The new bill is touted as featuring cuts from the version senators considered last week. But the new agreement spends $827 billion, and the bill that came from the House cost $819 billion. And the major problem of the bill, that it is neither timely, nor temporary, nor targeted, remains.

In fact, The Washington Post writes today, “The Obama administration’s economic stimulus plan could end up wasting billions of dollars by attempting to spend money faster than an overburdened government acquisition system can manage and oversee it, according to documents and interviews with contracting specialists.” The Post notes, “A CBO analysis last month concluded that federal agencies and states ‘would find it difficult to properly manage and oversee a rapid expansion of existing programs.’”

Something that is getting overlooked in this debate, though, is that this bill is just the beginning of massive government spending being considered this year. As Senate Republican Leader Mitch McConnell said Friday, “We’ve got a $1 trillion deficit. Our national debt exceeds $10 trillion. Soon we’ll vote on an Omnibus Appropriations bill that will cost another $400 billion, bringing the total to $1 trillion for appropriations this year alone—a new record. The President is talking about another round of bank bailouts that could cost as much as four trillion dollars. And when you include interest, the bill before us will cost nearly $1.3 trillion.”
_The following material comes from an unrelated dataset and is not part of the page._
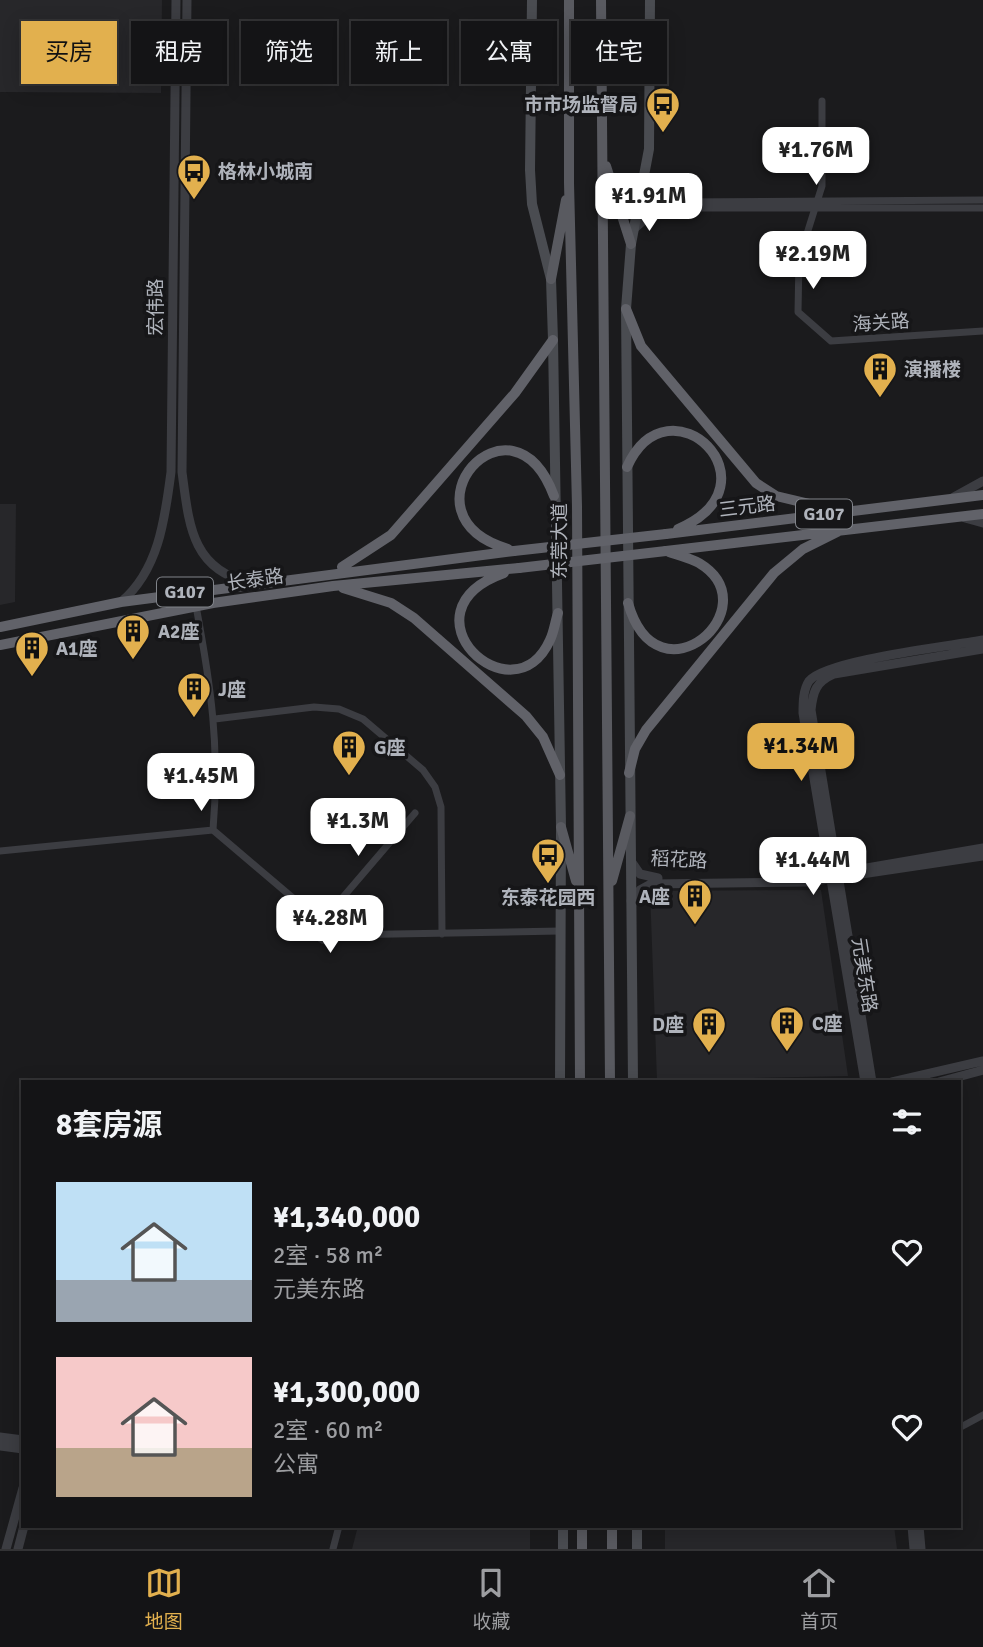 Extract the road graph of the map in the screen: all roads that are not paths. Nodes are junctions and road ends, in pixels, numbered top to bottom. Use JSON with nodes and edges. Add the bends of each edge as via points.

It seems that Democrats may finally be realizing that all this spending adds up and are concerned that putting too much on the table now might make Americans a little more skeptical of their stimulus bill. To that end, Bloomberg reports that an announcement by Treasury Secretary Tim Geithner about a proposal to buy up bad debt was put off from today until tomorrow. According to Bloomberg, “Officials said yesterday the one-day delay was to allow the administration to focus on getting Senate approval of President Barack Obama’s fiscal stimulus.” Meanwhile, CQ reported last week that House Democrats decided to hold off on moving a $410 billion omnibus appropriations package. Are Democrats hoping Americans will ignore the forest to focus while they talk about the trees?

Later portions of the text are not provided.